Da mehr Anschlüsse nie schaden können, habe ich eher ein X470-Board geplant. Ich schaue mal nach ersten Tests dazu, vielleicht wird da erwähnt, welche häufiger mit höherem Takt umgehen können als andere.
Sollen aber nicht eher die Samsung-Chips bestückten Riegel besser laufen als die von Micron und Hynix?


----------



## Schnuetz1 (20. April 2018)

*AW: RAM für Ryzen 2700X*



Thomas_Idefix schrieb:


> Ausgewählt habe ich die Voreinstellung "hoch", außerhalb der Städte habe ich damit auch jetzt schon regelmäßig ein GPU-Limit, in Dörfern geht meine CPU aber völlig in die Knie. Gerade in Rattay wird es teilweise mit knapp über 20fps echt unspielbar, während die GTX 1080 entspannt vor sich hin werkelt. Nicht so schlimm, aber ähnlich war es in Witcher 3, das ich letztes Jahr durchgespielt habe. Häufig limitierte die GPU, in Novigrad war die CPU am Ende ihrer Kräfte.
> Sonst spiele ich häufig in Richtung Strategie, was die CPU auch eher überdurchschnittlich fordert verglichen mit anderen Genres.


Dann ergibt schnellerer RAM natürlich Sinn. Vielen ist einfach nicht bewusst, dass im GPU-Limit es nichts bringt, die CPU zu übertakten oder schnellen RAM zu kaufen. 



Thomas_Idefix schrieb:


> Genau auf solche Listen und Erfahrungswerte hätte ich gehofft. Wenn die deiner Erfahrung nach aber nicht wirklich aussagekräftig sind, scheint es doch mit allen Riegeln ein reines Glücksspiel zu sein.


Ich schau da nicht mehr drauf sondern schaue einfach hier im Forum rum, welcher RAM gut und welcher nicht so gut läuft. 
Das dauert halt einfach seine Zeit, vor allem kurz nach Release gibts noch nicht viel Erfahrung. 
Aber Ryzen 2XXX soll ja recht vertärglich sein.

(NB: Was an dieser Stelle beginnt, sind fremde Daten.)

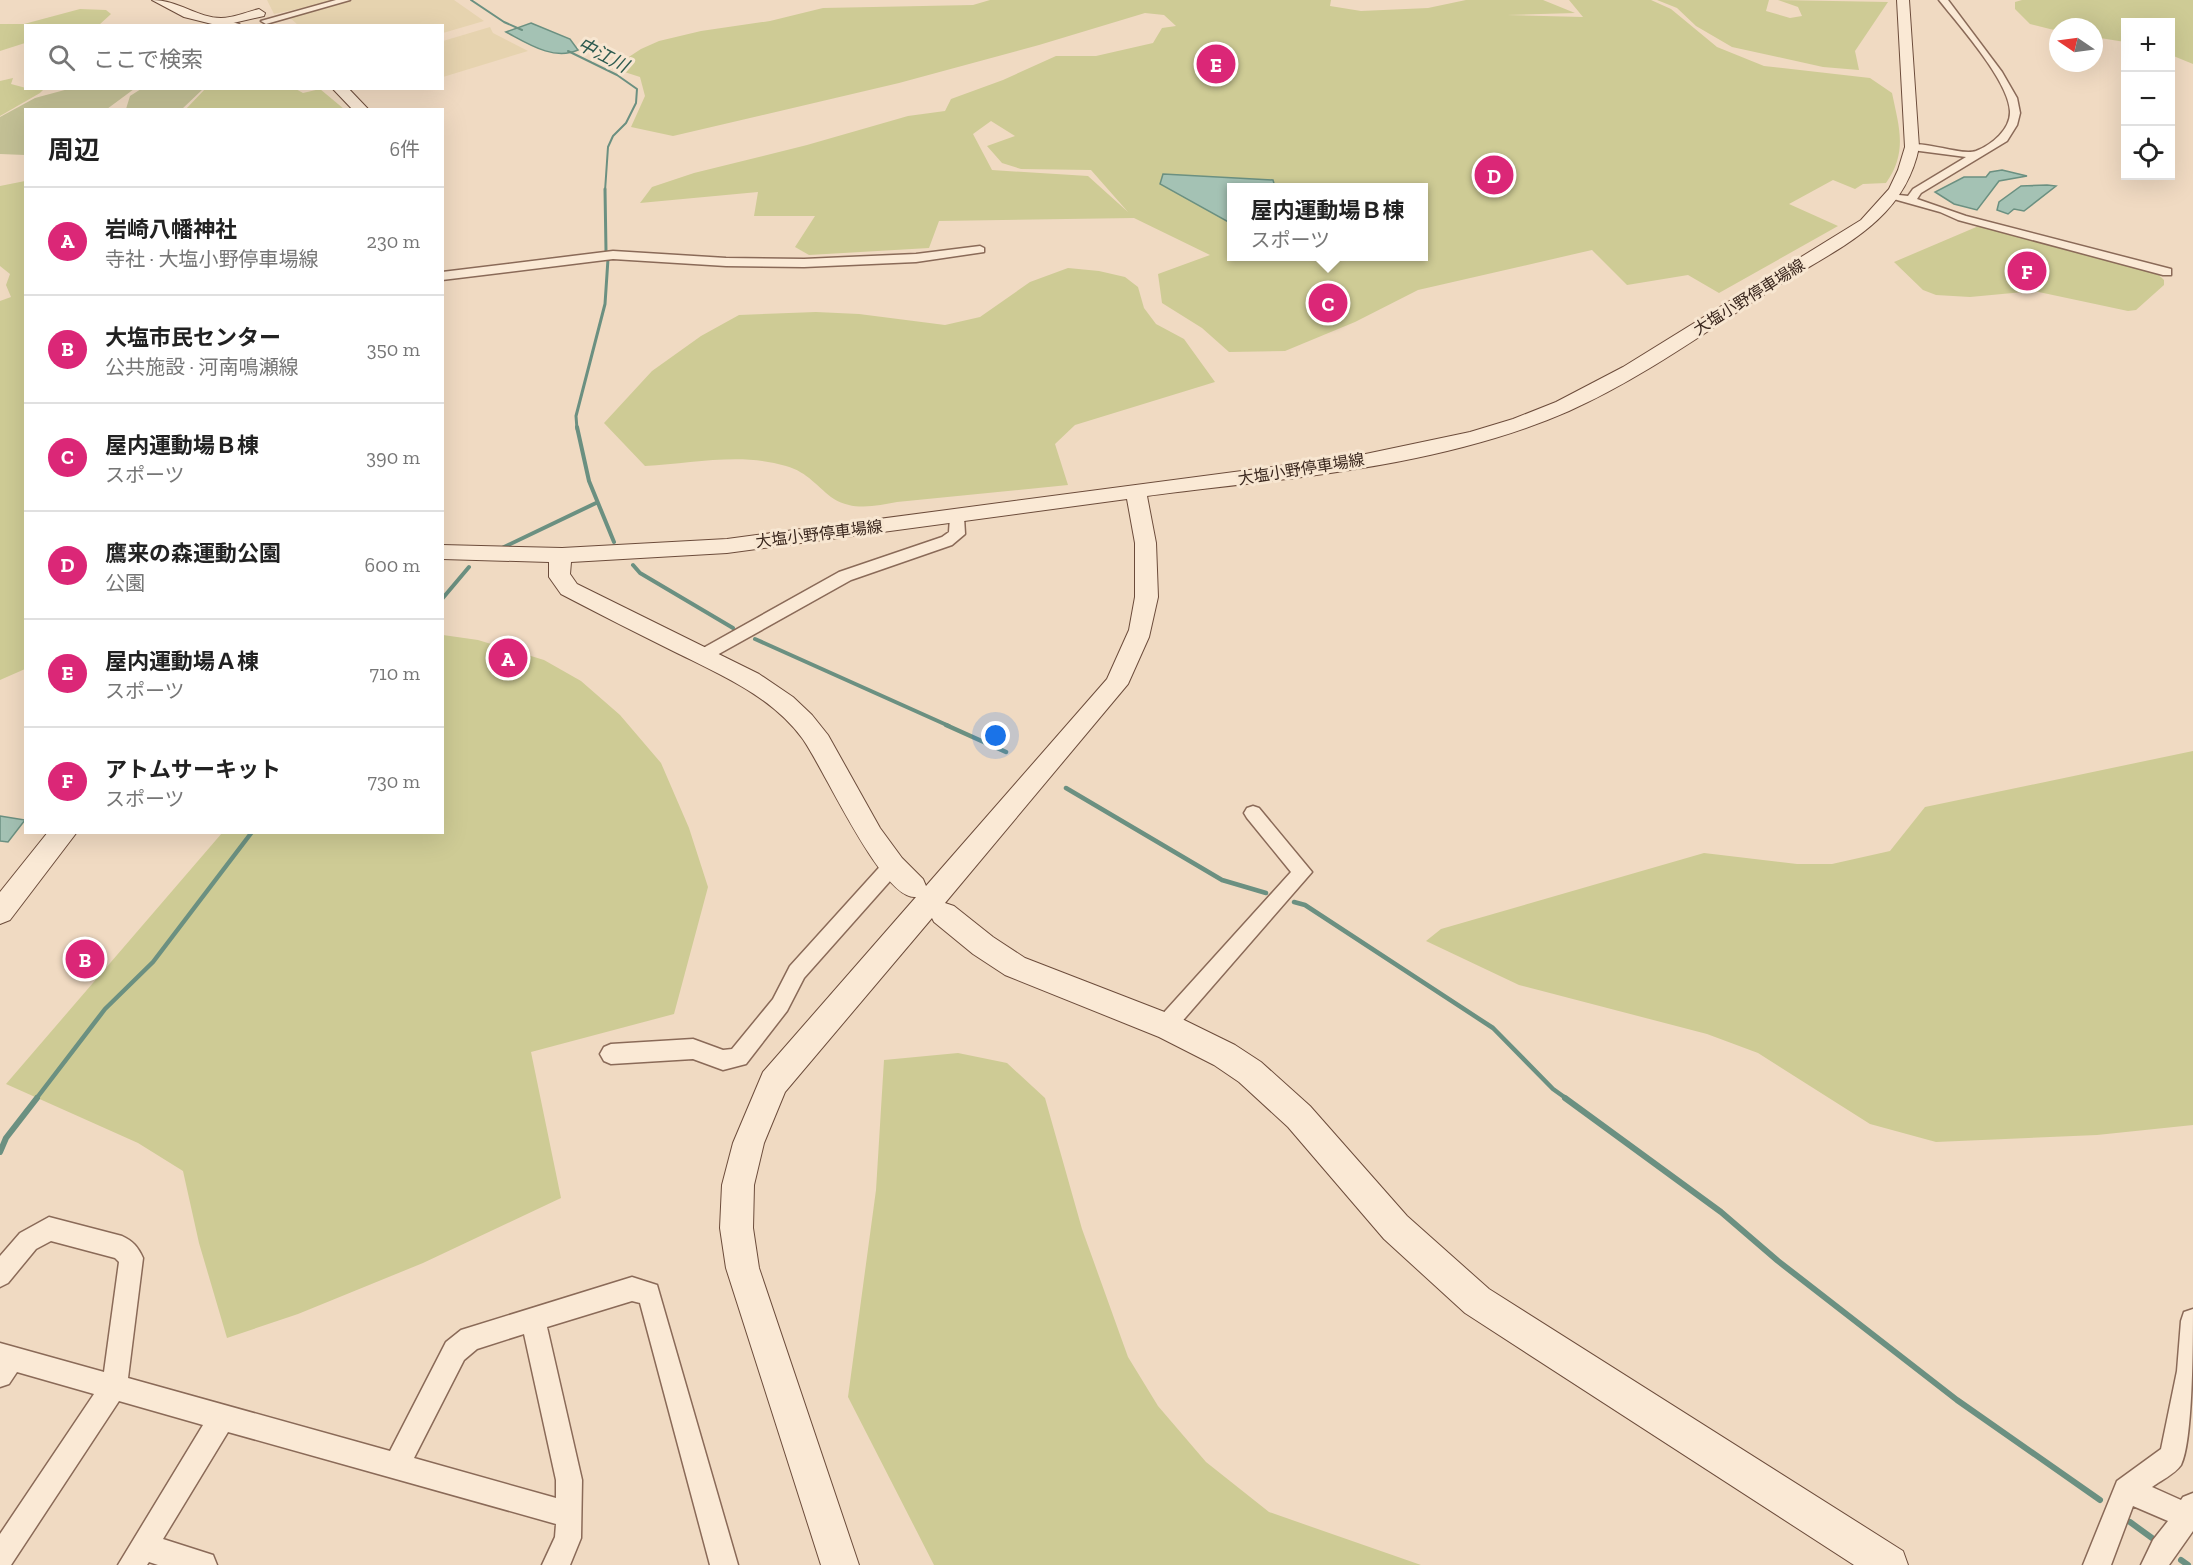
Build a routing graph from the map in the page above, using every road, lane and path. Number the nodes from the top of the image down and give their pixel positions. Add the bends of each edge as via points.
1 (158, 0) edge
2 (253, 0) edge
3 (346, 0) edge
4 (1903, 0) edge
5 (1943, 0) edge
6 (265, 20) edge
7 (220, 22) junction
8 (228, 24) edge
9 (341, 90) edge
10 (360, 108) edge
11 (1912, 147) junction
12 (1979, 155) junction
13 (1902, 198) junction
14 (980, 250) dead end
15 (2167, 272) dead end
16 (444, 276) edge
17 (1136, 492) junction
18 (957, 517) junction
19 (444, 552) edge
20 (562, 555) junction
21 (702, 656) junction
22 (1253, 813) dead end
23 (62, 834) edge
24 (892, 866) junction
25 (913, 887) dead end
26 (0, 912) edge
27 (944, 914) dead end
28 (1165, 1026) junction
29 (611, 1054) dead end
30 (0, 1275) edge
31 (533, 1320) junction
32 (2193, 1321) edge
33 (4, 1363) edge
34 (114, 1387) junction
35 (223, 1416) junction
36 (397, 1465) junction
37 (2126, 1490) junction
38 (2191, 1513) edge
39 (570, 1515) junction
40 (138, 1556) edge
41 (0, 1558) edge
42 (203, 1565) edge
43 (556, 1565) edge
44 (724, 1565) edge
45 (840, 1565) edge
46 (1889, 1565) edge
47 (2097, 1565) edge
48 (2155, 1565) edge

1 - 7 main road
2 - 6 main road
3 - 6 street
4 - 11 main road, 大塩小野停車場線
5 - 12 street via 2006,85 2015,111 2003,139
6 - 7 main road
7 - 8 street
9 - 10 main road
11 - 12 street
11 - 13 main road, 大塩小野停車場線
12 - 13 street
13 - 15 street via 1962,218
13 - 17 main road, 大塩小野停車場線 via 1630,371 1563,406 1520,423 1411,452
14 - 16 street via 916,258 804,263 613,255
17 - 18 main road, 大塩小野停車場線
17 - 45 main road via 1142,514 1147,596 1141,627 1116,684 774,1082 740,1166 736,1207 738,1251
18 - 20 main road, 大塩小野停車場線 via 727,546
18 - 21 street via 957,534 947,541 830,583
19 - 20 main road, 大塩小野停車場線
20 - 21 main road via 557,571 561,583 569,589
21 - 24 main road via 750,680 803,721
22 - 28 street via 1302,872
23 - 26 main road
24 - 25 main road
24 - 29 street via 797,972 780,1005 738,1057 723,1060 693,1049
27 - 28 main road via 992,952 1024,971
28 - 46 main road via 1250,1071 1286,1102 1420,1253 1477,1301
30 - 34 street via 28,1241 49,1229 122,1248 131,1258
31 - 36 street via 470,1339 455,1351
31 - 39 street via 569,1479
31 - 44 street via 632,1289 649,1293
32 - 37 street via 2189,1371 2172,1457
33 - 34 street
34 - 35 street
34 - 41 street
35 - 36 street
35 - 40 street
36 - 39 street
37 - 38 street
37 - 47 street
38 - 48 street
39 - 43 street via 568,1538
40 - 42 street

Schau mal hier unter Punkt 2:
AMD Ryzen 2000 vs. 1000 im Vergleich: Die Unterschiede erklart



Thomas_Idefix schrieb:


> Sollen aber nicht eher die Samsung-Chips bestückten Riegel besser laufen als die von Micron und Hynix?



Wenn man jetzt vom Samsung B-Die ausgeht, ja. Gibt aber noch andere von Samsung. 
Der B-Die hat mit Abstand die höchsten Taktraten mitgemacht, Single Ranked natürlich.
Micron läuft auch ganz gut. 
Mit SKHynix hab ich keine guten Erfahrungen gemacht.

Leider war es in der Vergangenheit so, dass bei einigen Serien verschiedene Dies verwendet wurden.
Beispiel beim RipJaws V, den gabs mit Samsung und SKHynix. 
Die Vengeance, welche ich gerne empfohlen habe, waren eigenltich recht lange mit Samsungs ausgestattet, letztens habe ich aber auch welche mit SKHynix gesehen.
Auf was soll man sich nun verlassen? 

Durch diverse BIOS-Updates hat sich ja aber schon bei Ryzen 1XXX die Situation stark verbessert, sodass man eigenltich keine große Angst haben sollte. Hoffe ich.


----------



## BeaverCheese (20. April 2018)

*AW: RAM für Ryzen 2700X*

Hallo.

Es gibt auch Speicher-Kits, die vom Hersteller nur mit B-Die bestückt werden.
Wenn du Samsung B-Die möchtest, kannst du hier mal gucken.
[Übersicht] Die ultimative HARDWARELUXX Samsung 8Gb B-Die Liste - alle Hersteller (18.04.18)


----------